---------- TASK INPUT ----------

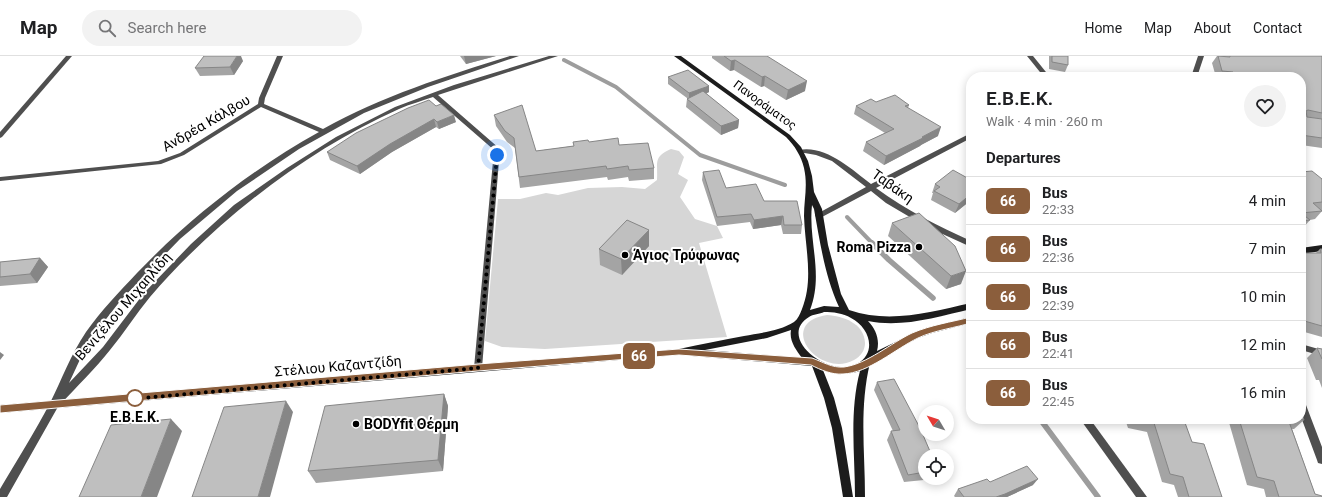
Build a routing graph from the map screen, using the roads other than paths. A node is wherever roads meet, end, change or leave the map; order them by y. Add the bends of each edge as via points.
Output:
1 (69, 56) edge
2 (280, 56) edge
3 (516, 56) edge
4 (555, 56) edge
5 (677, 56) edge
6 (1030, 56) edge
7 (1201, 56) edge
8 (1043, 72) edge
9 (1196, 72) edge
10 (434, 94) junction
11 (261, 105) junction
12 (324, 132) junction
13 (0, 136) edge
14 (966, 138) edge
15 (801, 151) junction
16 (0, 179) edge
17 (870, 188) junction
18 (810, 192) junction
19 (819, 215) junction
20 (966, 242) edge
21 (1322, 248) edge
22 (1306, 250) edge
23 (966, 307) edge
24 (849, 313) junction
25 (800, 321) junction
26 (966, 321) edge
27 (1306, 348) edge
28 (679, 352) junction
29 (1322, 353) edge
30 (868, 361) junction
31 (814, 363) junction
32 (478, 368) junction
33 (54, 406) junction
34 (0, 409) edge
35 (1306, 418) edge
36 (1089, 424) edge
37 (1322, 460) edge
38 (1, 497) edge
39 (848, 497) edge
40 (860, 497) edge
41 (1142, 497) edge

1 - 13 street
2 - 11 street
3 - 12 street, Βενιζέλου Μιχαηλίδη via 409,92
4 - 10 street, Βενιζέλου Μιχαηλίδη
5 - 15 main road, Πανοράματος via 783,132
6 - 8 street
7 - 9 street
10 - 32 street via 498,149
10 - 33 street, Βενιζέλου Μιχαηλίδη via 397,108 338,138 289,169 237,207 194,246 147,295 106,349
11 - 12 street, Ανδρέα Κάλβου
11 - 16 street, Ανδρέα Κάλβου via 182,154 159,163
12 - 33 street, Βενιζέλου Μιχαηλίδη via 231,192 158,255 108,309 88,336
14 - 17 street
15 - 17 street, Ταβάκη via 818,152 834,160
15 - 18 main road, Πανοράματος
17 - 19 street
17 - 20 street, Ταβάκη via 923,221
18 - 19 main road, Πανοράματος
18 - 25 main road, Πανοράματος via 808,214 813,274 810,297
19 - 24 main road, Πανοράματος via 837,294
21 - 22 main road
23 - 24 main road via 915,319 891,320
24 - 25 main road via 824,309 814,311
24 - 30 main road via 864,322 873,335 875,349
25 - 28 main road, Στέλιου Καζαντζίδη via 767,335
25 - 31 main road via 795,334 796,343
26 - 30 main road via 909,338
27 - 29 street
28 - 31 main road, Στέλιου Καζαντζίδη
28 - 32 main road, Στέλιου Καζαντζίδη
30 - 31 main road via 843,371
30 - 40 main road via 858,402
31 - 39 main road via 829,398 837,428
32 - 33 main road, Στέλιου Καζαντζίδη
33 - 34 main road, Στέλιου Καζαντζίδη
33 - 38 street, Βενιζέλου Μιχαηλίδη
35 - 37 street
36 - 41 street

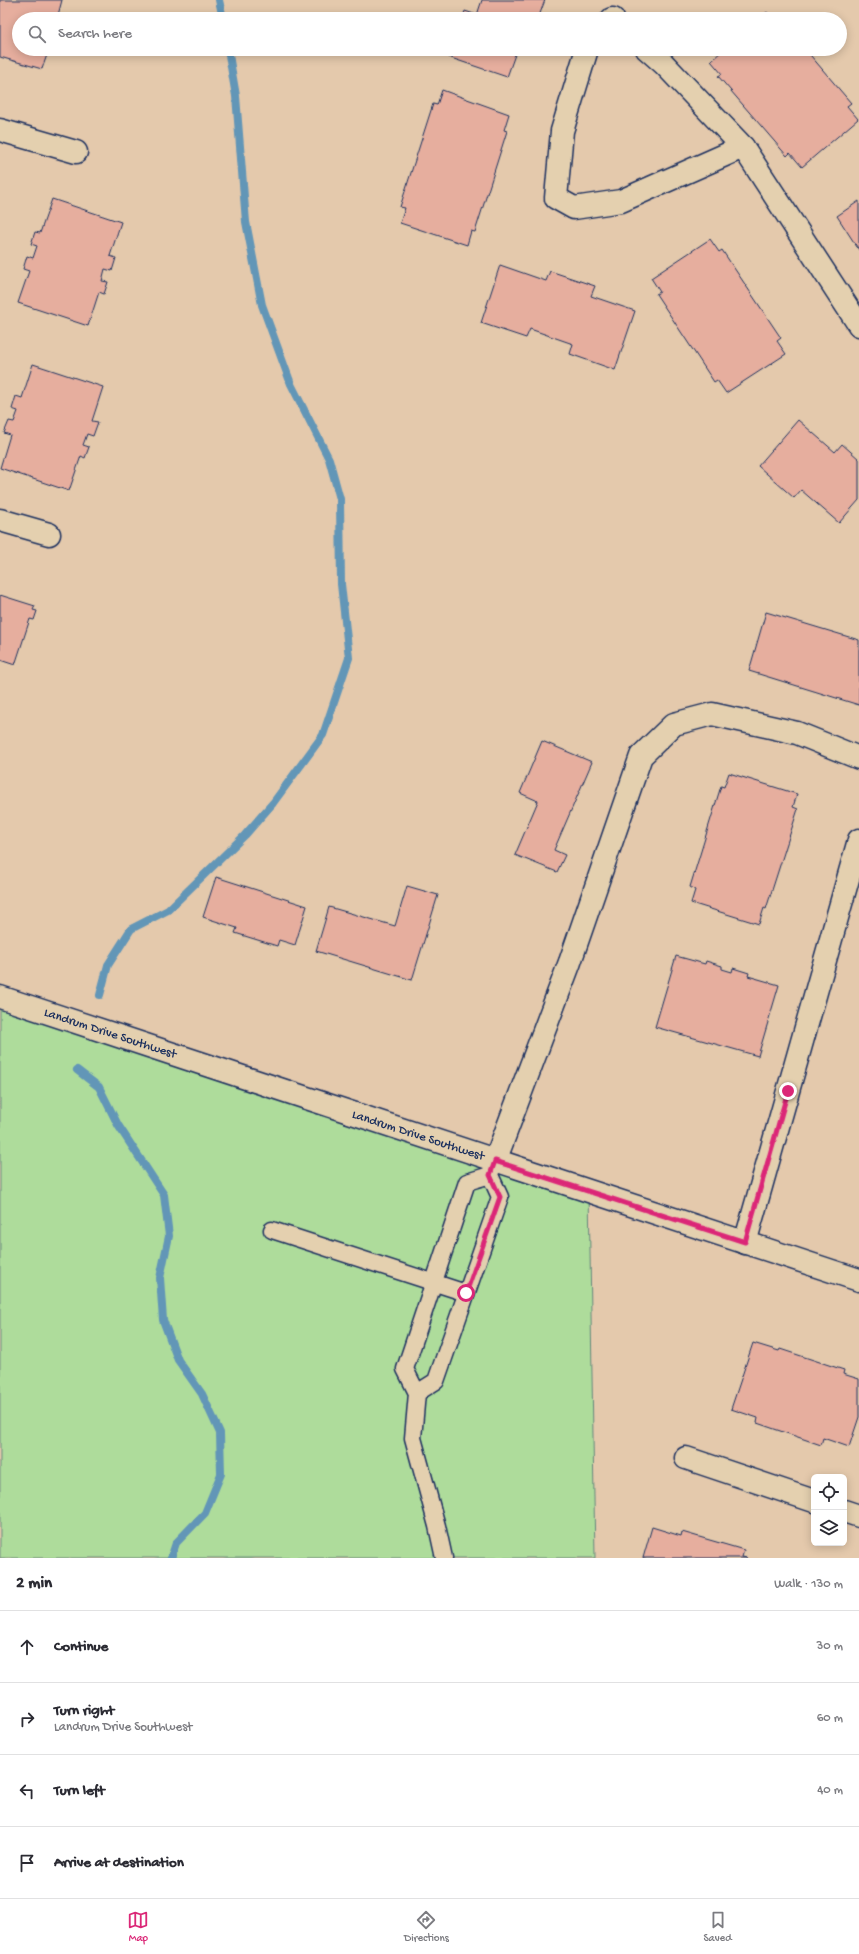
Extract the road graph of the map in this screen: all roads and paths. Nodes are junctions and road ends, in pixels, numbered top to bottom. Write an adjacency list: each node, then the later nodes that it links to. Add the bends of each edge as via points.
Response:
1 (585, 56): 4 (street, via 562,131 556,198 574,208 621,201)
2 (655, 56): 4 (street)
3 (0, 130): 5 (street)
4 (743, 147): 6 (street)
5 (76, 152)
6 (859, 325)
7 (0, 520): 8 (street)
8 (49, 534)
9 (859, 758): 12 (street, via 797,733 712,714 674,724 641,756 570,962)
10 (859, 840): 14 (street)
11 (0, 997): 12 (street, Landrum Drive Southwest)
12 (492, 1168): 14 (street, Landrum Drive Southwest); 16 (lane, via 467,1182); 17 (lane, via 500,1197)
13 (272, 1230): 16 (lane)
14 (745, 1242): 15 (street, Landrum Drive Southwest)
15 (859, 1280)
16 (433, 1282): 17 (lane); 18 (lane, via 405,1369)
17 (466, 1293): 18 (lane, via 436,1381)
18 (417, 1393): 23 (lane, via 413,1438)
19 (686, 1458): 20 (street)
20 (811, 1500)
21 (847, 1511): 22 (street)
22 (859, 1516)
23 (444, 1558)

----------

§ **EXERCISE DESCRIPTION**: Each line of the data above must be repeated exactly, images excluded.

§ **WRITTEN SOLUTION**:
Build a routing graph from the map screen, using the roads other than paths. A node is wherever roads meet, end, change or leave the map; order them by y. Add the bends of each edge as via points.
Output:
1 (69, 56) edge
2 (280, 56) edge
3 (516, 56) edge
4 (555, 56) edge
5 (677, 56) edge
6 (1030, 56) edge
7 (1201, 56) edge
8 (1043, 72) edge
9 (1196, 72) edge
10 (434, 94) junction
11 (261, 105) junction
12 (324, 132) junction
13 (0, 136) edge
14 (966, 138) edge
15 (801, 151) junction
16 (0, 179) edge
17 (870, 188) junction
18 (810, 192) junction
19 (819, 215) junction
20 (966, 242) edge
21 (1322, 248) edge
22 (1306, 250) edge
23 (966, 307) edge
24 (849, 313) junction
25 (800, 321) junction
26 (966, 321) edge
27 (1306, 348) edge
28 (679, 352) junction
29 (1322, 353) edge
30 (868, 361) junction
31 (814, 363) junction
32 (478, 368) junction
33 (54, 406) junction
34 (0, 409) edge
35 (1306, 418) edge
36 (1089, 424) edge
37 (1322, 460) edge
38 (1, 497) edge
39 (848, 497) edge
40 (860, 497) edge
41 (1142, 497) edge

1 - 13 street
2 - 11 street
3 - 12 street, Βενιζέλου Μιχαηλίδη via 409,92
4 - 10 street, Βενιζέλου Μιχαηλίδη
5 - 15 main road, Πανοράματος via 783,132
6 - 8 street
7 - 9 street
10 - 32 street via 498,149
10 - 33 street, Βενιζέλου Μιχαηλίδη via 397,108 338,138 289,169 237,207 194,246 147,295 106,349
11 - 12 street, Ανδρέα Κάλβου
11 - 16 street, Ανδρέα Κάλβου via 182,154 159,163
12 - 33 street, Βενιζέλου Μιχαηλίδη via 231,192 158,255 108,309 88,336
14 - 17 street
15 - 17 street, Ταβάκη via 818,152 834,160
15 - 18 main road, Πανοράματος
17 - 19 street
17 - 20 street, Ταβάκη via 923,221
18 - 19 main road, Πανοράματος
18 - 25 main road, Πανοράματος via 808,214 813,274 810,297
19 - 24 main road, Πανοράματος via 837,294
21 - 22 main road
23 - 24 main road via 915,319 891,320
24 - 25 main road via 824,309 814,311
24 - 30 main road via 864,322 873,335 875,349
25 - 28 main road, Στέλιου Καζαντζίδη via 767,335
25 - 31 main road via 795,334 796,343
26 - 30 main road via 909,338
27 - 29 street
28 - 31 main road, Στέλιου Καζαντζίδη
28 - 32 main road, Στέλιου Καζαντζίδη
30 - 31 main road via 843,371
30 - 40 main road via 858,402
31 - 39 main road via 829,398 837,428
32 - 33 main road, Στέλιου Καζαντζίδη
33 - 34 main road, Στέλιου Καζαντζίδη
33 - 38 street, Βενιζέλου Μιχαηλίδη
35 - 37 street
36 - 41 street

Extract the road graph of the map in this screen: all roads and paths. Nodes are junctions and road ends, in pixels, numbered top to bottom. Write an adjacency list: each node, then the later nodes that it links to. Add the bends of each edge as via points.
Response:
1 (585, 56): 4 (street, via 562,131 556,198 574,208 621,201)
2 (655, 56): 4 (street)
3 (0, 130): 5 (street)
4 (743, 147): 6 (street)
5 (76, 152)
6 (859, 325)
7 (0, 520): 8 (street)
8 (49, 534)
9 (859, 758): 12 (street, via 797,733 712,714 674,724 641,756 570,962)
10 (859, 840): 14 (street)
11 (0, 997): 12 (street, Landrum Drive Southwest)
12 (492, 1168): 14 (street, Landrum Drive Southwest); 16 (lane, via 467,1182); 17 (lane, via 500,1197)
13 (272, 1230): 16 (lane)
14 (745, 1242): 15 (street, Landrum Drive Southwest)
15 (859, 1280)
16 (433, 1282): 17 (lane); 18 (lane, via 405,1369)
17 (466, 1293): 18 (lane, via 436,1381)
18 (417, 1393): 23 (lane, via 413,1438)
19 (686, 1458): 20 (street)
20 (811, 1500)
21 (847, 1511): 22 (street)
22 (859, 1516)
23 (444, 1558)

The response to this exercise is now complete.